▶ [ASSIGNMENT]: Take every line containing "Grove" out of the records.

RECORDS SHOWN: Begin

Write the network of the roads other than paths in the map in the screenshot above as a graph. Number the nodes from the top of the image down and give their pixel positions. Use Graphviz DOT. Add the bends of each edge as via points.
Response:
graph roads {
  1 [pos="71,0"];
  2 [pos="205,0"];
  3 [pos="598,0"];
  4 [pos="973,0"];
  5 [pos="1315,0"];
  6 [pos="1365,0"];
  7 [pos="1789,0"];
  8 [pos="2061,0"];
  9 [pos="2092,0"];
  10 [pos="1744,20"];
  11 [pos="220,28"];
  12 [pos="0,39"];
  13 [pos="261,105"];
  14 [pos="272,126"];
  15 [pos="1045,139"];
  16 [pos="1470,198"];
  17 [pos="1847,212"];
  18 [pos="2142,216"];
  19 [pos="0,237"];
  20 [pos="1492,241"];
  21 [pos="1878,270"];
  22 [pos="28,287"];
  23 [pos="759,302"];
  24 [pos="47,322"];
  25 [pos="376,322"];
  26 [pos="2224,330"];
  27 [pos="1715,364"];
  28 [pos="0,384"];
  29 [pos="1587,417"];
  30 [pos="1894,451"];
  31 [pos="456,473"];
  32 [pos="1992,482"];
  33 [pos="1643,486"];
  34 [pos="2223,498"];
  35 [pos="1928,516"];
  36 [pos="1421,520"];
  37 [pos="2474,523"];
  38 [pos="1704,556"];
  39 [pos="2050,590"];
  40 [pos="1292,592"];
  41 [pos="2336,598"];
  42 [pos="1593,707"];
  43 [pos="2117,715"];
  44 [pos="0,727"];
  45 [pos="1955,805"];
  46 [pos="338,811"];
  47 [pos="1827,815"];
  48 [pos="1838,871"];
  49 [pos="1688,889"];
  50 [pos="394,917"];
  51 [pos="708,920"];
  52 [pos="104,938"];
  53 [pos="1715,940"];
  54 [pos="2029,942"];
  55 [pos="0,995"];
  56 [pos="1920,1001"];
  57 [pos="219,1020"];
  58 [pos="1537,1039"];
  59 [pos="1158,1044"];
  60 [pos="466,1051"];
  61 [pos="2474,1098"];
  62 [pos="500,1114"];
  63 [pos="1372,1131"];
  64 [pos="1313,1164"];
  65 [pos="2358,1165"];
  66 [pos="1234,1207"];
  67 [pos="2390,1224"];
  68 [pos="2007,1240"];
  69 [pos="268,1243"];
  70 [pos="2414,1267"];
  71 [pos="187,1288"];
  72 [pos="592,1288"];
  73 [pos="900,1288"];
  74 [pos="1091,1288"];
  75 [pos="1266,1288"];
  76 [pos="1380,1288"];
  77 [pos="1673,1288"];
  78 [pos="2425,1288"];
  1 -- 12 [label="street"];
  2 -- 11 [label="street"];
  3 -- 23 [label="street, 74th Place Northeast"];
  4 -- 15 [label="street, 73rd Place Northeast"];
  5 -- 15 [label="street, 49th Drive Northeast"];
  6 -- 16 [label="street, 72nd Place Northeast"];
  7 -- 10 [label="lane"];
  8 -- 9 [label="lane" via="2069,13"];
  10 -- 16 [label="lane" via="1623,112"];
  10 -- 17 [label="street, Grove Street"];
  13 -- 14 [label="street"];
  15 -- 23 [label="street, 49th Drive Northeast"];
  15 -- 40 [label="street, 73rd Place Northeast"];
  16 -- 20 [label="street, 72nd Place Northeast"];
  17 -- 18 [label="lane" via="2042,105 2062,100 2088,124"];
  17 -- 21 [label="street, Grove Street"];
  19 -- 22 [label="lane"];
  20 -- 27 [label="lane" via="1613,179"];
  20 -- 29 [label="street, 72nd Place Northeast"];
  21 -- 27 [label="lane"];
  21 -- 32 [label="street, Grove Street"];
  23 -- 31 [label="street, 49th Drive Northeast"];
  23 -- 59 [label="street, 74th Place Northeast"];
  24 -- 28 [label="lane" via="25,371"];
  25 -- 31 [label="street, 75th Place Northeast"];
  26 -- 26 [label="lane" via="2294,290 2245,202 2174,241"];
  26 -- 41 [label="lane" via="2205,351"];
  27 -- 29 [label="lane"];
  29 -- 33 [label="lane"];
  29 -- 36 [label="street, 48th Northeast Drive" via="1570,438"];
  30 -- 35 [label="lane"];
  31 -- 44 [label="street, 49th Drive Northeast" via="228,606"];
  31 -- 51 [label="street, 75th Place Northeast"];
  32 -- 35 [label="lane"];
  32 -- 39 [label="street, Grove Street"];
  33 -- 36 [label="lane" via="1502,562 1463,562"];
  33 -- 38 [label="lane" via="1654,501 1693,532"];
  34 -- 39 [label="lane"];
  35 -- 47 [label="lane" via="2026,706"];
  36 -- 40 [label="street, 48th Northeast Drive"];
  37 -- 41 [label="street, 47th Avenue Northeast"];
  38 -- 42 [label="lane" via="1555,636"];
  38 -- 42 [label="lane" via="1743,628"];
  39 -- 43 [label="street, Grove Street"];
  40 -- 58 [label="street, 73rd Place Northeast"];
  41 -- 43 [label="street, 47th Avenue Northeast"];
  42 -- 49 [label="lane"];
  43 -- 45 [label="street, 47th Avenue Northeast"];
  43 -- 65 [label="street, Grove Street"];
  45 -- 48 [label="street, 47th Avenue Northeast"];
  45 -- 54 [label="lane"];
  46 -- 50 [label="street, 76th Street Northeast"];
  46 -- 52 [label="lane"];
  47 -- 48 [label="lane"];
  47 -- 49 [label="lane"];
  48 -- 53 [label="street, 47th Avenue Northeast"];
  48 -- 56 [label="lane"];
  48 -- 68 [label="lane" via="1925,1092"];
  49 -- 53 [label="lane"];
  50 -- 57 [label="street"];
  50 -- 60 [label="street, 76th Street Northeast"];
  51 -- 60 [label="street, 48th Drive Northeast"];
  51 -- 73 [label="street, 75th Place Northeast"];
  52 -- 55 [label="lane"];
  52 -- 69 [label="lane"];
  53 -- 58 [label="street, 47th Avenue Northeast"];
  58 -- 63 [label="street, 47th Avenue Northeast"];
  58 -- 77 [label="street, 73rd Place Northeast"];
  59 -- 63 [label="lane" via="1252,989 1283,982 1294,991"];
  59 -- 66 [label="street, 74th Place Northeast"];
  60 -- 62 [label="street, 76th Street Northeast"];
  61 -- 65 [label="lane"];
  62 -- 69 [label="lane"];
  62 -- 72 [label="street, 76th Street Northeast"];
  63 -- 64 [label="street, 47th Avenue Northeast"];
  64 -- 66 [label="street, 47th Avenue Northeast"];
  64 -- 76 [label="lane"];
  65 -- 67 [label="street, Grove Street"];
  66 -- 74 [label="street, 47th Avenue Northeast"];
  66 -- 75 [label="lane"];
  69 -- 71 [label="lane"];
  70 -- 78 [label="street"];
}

RECORDS SHOWN: End

▶ [TASK SOLUTION]:
  10 -- 17 [label="street, Grove Street"];
  17 -- 21 [label="street, Grove Street"];
  21 -- 32 [label="street, Grove Street"];
  32 -- 39 [label="street, Grove Street"];
  39 -- 43 [label="street, Grove Street"];
  43 -- 65 [label="street, Grove Street"];
  65 -- 67 [label="street, Grove Street"];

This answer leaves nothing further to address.